So here’s the thing:

I’ve been meaning to write for a long time.*

Since my last post (egads– scary how long it’s been), I have written 6 drafts. Yes, 6. The most recent of those I did in May of this year, and it’s a doozy (stay tuned — it involves some post-reflection reflection — how’s that for getting meta?). But I haven’t published any of them. Why? I present to you… The Excuses:

  • Because I’m not good at publishing without revision. (Should I be? is this a Web 2.0/3.0/21st c. skill I want?)
  • Because I didn’t have time.
  • Because I’ve been too busy.
  • Because I didn’t have anything to say. (Okay, that’s a lie — I always have plenty to say. Whether it’s of substance is another story.)
  • Because family was visiting.
  • Because the weather was nice and it’s more fun to be outside than inside writing.
  • Because I moved my blog and it was complicated.
  • Because it’s easier to tweet.
  • Because I write or contribute to other blogs.
  • Because I have 340840198408 pages of reading to do and this grad program does not leave enough time for decompression and reflection.

I’ll let you decide which of those excuses are valid enough to be reasons.

But now this #gradschoolalliance thing is up and running and between me, Sava, and Leslie, I’m the last one who is posting. Me! ME! Me… whom many of my colleagues (former and present) know as She Who Promoteth Blogging the Mostest.

It’s true. I think blogging is da bomb. So much so that I (along with an NYU colleague who is nowhere on the interwebs for me to link to, ironically) designed an online collaborative writing platform for “learning” writers called Beyond Blog.**

But here’s the OTHER thing:

Good writing takes time.

At least for me it does. This very post that you’re reading right now (you’re still reading, right?) began as a bunch of notes on a page that grew from:

  1. watching a recorded webinar on Community Best Practices in the U.S. Air Force, and being awed at how spot-on it was in terms of leveraging social learning for developing a community of professional learners. (For real: why does the U.S. Air Force have well-connected, pedagogically-driven educators but the U.S. school system is so broken? What is wrong with this picture?)
  2. reading my notes.
  3. reading some Wenger, White, and Smith.
  4. participating last-minute in an Elluminate session with Jen, which I was unprepared for but still psyched, and from which I felt more like a lurker (ironically, which I openly criticized) than a participant.
  5. reading my notes again and realizing I wasn’t following my own advice.
  6. zeroing in on THIS:

Zeroing in

Yeah. Don’t you hate it when you’re your own best teacher? It occurred to me that by not blogging, I was not participating fully.

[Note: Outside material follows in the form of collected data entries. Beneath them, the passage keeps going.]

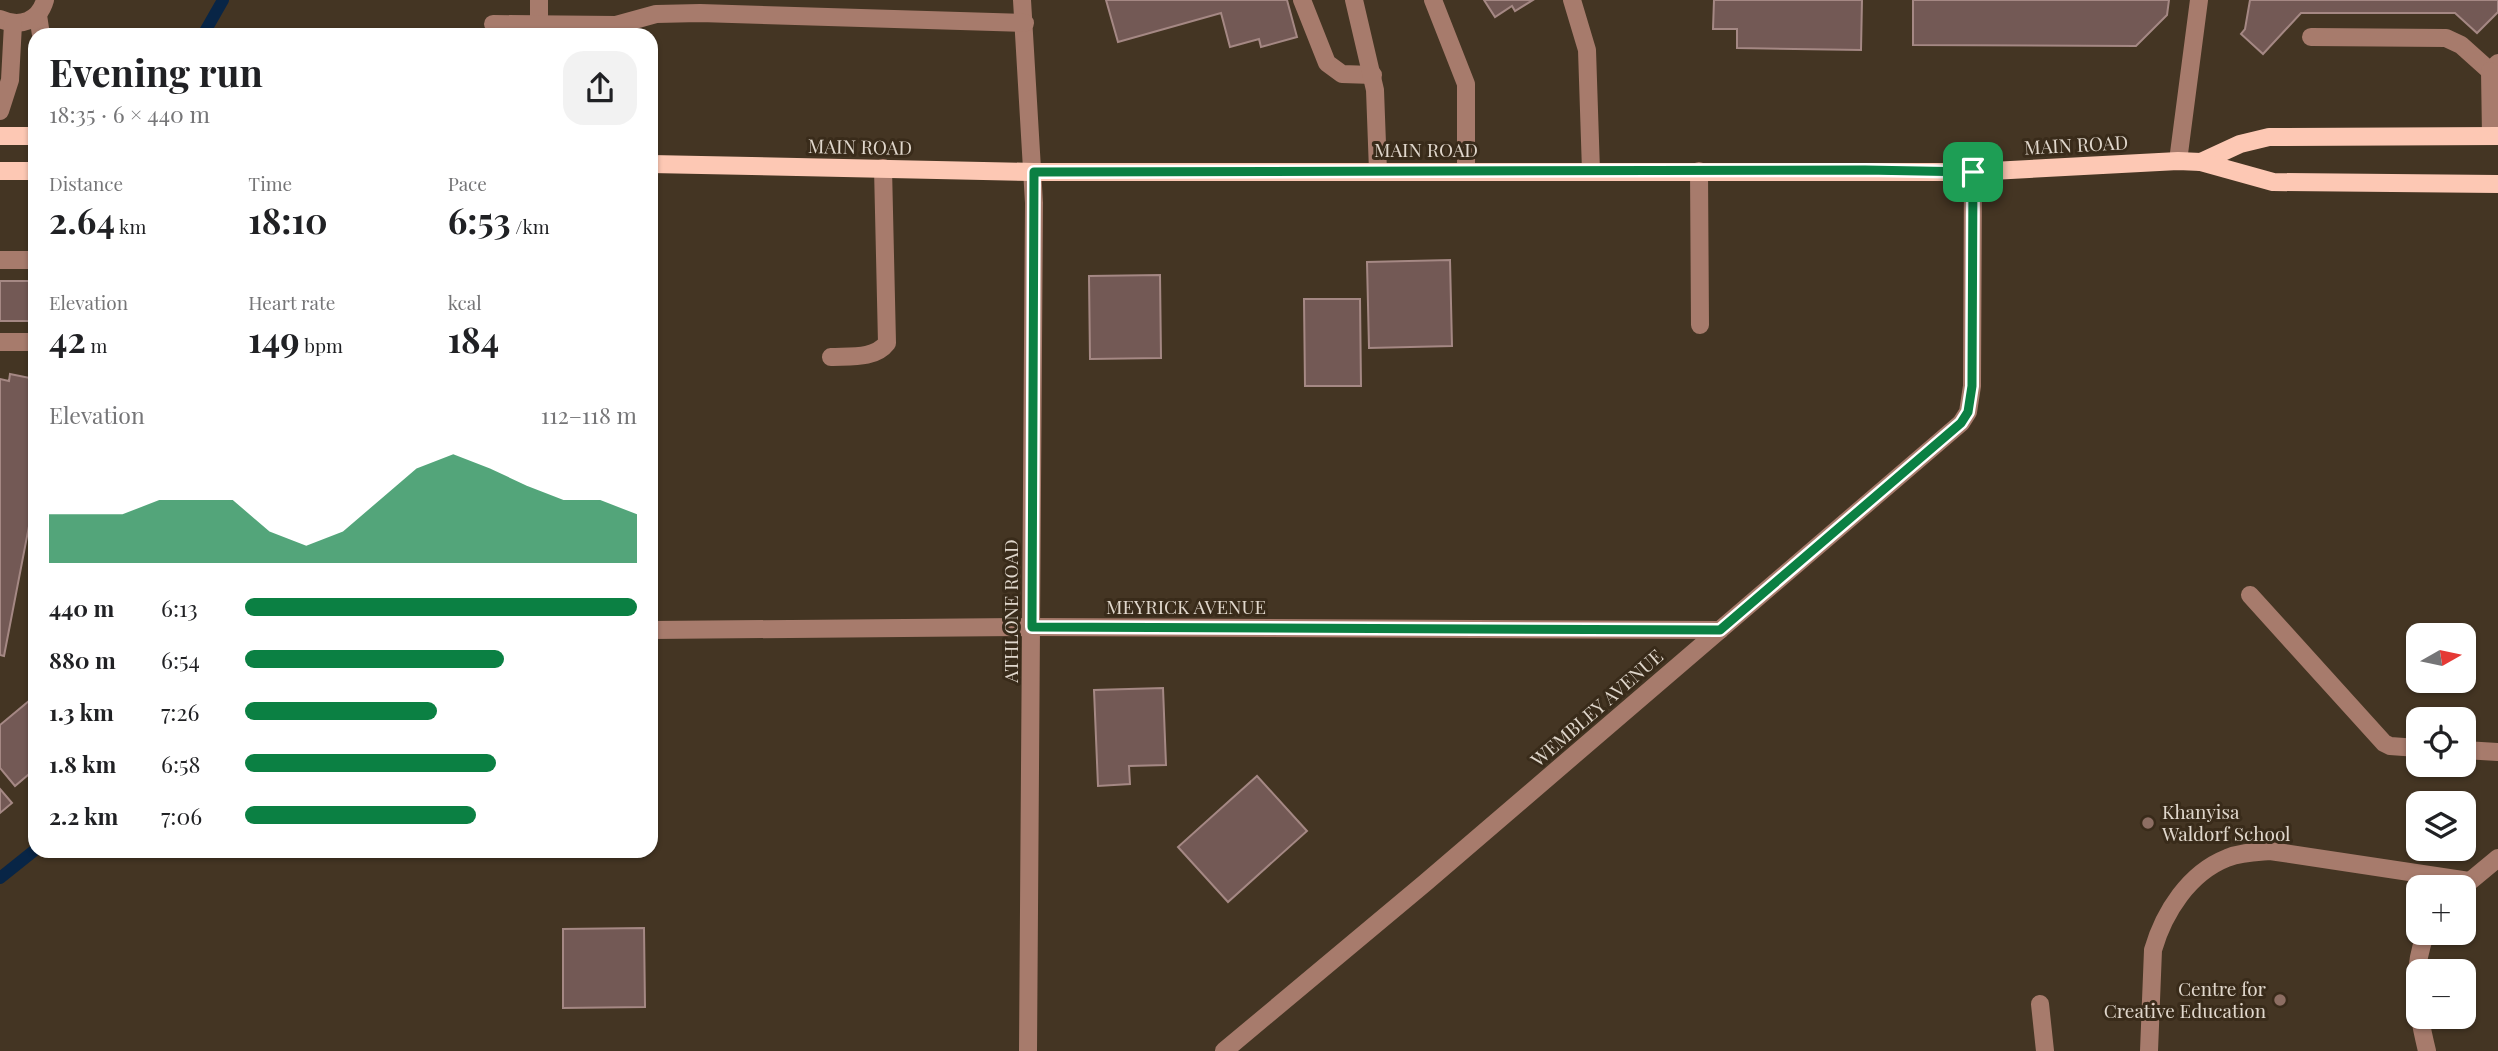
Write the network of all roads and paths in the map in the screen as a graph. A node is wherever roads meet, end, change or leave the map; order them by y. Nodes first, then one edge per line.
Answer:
1 (539, 0) edge
2 (1022, 0) edge
3 (1302, 0) edge
4 (1354, 0) edge
5 (1433, 0) edge
6 (1572, 0) edge
7 (2199, 0) edge
8 (700, 6) edge
9 (41, 8) edge
10 (6, 22) edge
11 (1025, 23) junction
12 (493, 24) dead end
13 (539, 24) junction
14 (41, 28) edge
15 (2311, 37) dead end
16 (2494, 67) edge
17 (1373, 75) junction
18 (0, 111) edge
19 (28, 135) edge
20 (0, 136) edge
21 (2494, 136) edge
22 (2178, 161) junction
23 (2202, 162) junction
24 (658, 164) edge
25 (883, 169) junction
26 (0, 171) edge
27 (28, 171) edge
28 (1378, 171) junction
29 (1466, 171) junction
30 (1591, 171) junction
31 (1699, 171) junction
32 (1034, 172) junction
33 (1973, 172) junction
34 (2498, 184) edge
35 (0, 260) edge
36 (28, 260) edge
37 (1700, 325) dead end
38 (0, 342) edge
39 (28, 342) edge
40 (831, 357) dead end
41 (2250, 595) dead end
42 (1032, 627) junction
43 (658, 630) edge
44 (1720, 630) junction
45 (2406, 747) edge
46 (2476, 751) edge
47 (2498, 752) edge
48 (2498, 858) edge
49 (2413, 875) edge
50 (2476, 876) edge
51 (2422, 945) edge
52 (2040, 1004) dead end
53 (1028, 1051) edge
54 (1224, 1051) edge
55 (2045, 1051) edge
56 (2149, 1051) edge
57 (2427, 1051) edge

1 - 13 street
2 - 11 street, ATHLONE ROAD
3 - 17 street
4 - 17 street
5 - 29 street
6 - 30 street
7 - 22 street
8 - 11 street
8 - 13 street
9 - 10 street
9 - 14 street
10 - 18 street
11 - 32 street, ATHLONE ROAD
12 - 13 street
15 - 16 street
16 - 21 street
17 - 28 street
19 - 20 main road
21 - 23 main road, MAIN ROAD
22 - 23 main road, MAIN ROAD
22 - 33 main road, MAIN ROAD
23 - 34 main road, MAIN ROAD
24 - 25 main road, MAIN ROAD
25 - 32 main road, MAIN ROAD
25 - 40 street
26 - 27 main road
28 - 29 main road, MAIN ROAD
28 - 32 main road, MAIN ROAD
29 - 30 main road, MAIN ROAD
30 - 31 main road, MAIN ROAD
31 - 33 main road, MAIN ROAD
31 - 37 street
32 - 42 street, ATHLONE ROAD
33 - 44 street, WEMBLEY AVENUE
35 - 36 street
38 - 39 street
41 - 45 street
42 - 43 street, MEYRICK AVENUE
42 - 44 street, MEYRICK AVENUE
42 - 53 street, ATHLONE ROAD
44 - 54 street, WEMBLEY AVENUE
46 - 47 street
48 - 50 street
49 - 56 street
51 - 57 street
52 - 55 street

And that’s when I realized the OTHER OTHER thing:

I had taken all this time developing notes for a part of my thesis…

… and I now had something to write about.

I’m back.

(not in black)

Hold me to it, please.***

——————————————————————————-

*Don’t go stealing our ideas, now. I’ve got a prototype, even. Pshaw!

**It’s not like I haven’t written anything, btw. What do you think I am, a total slacker? There’s been this thing called g-r-a-d s-c-h-o-o-l. Would you like to read my article annotations? Yeah, that’s what I thought.

***Gently. No wrestling-grip strength, please.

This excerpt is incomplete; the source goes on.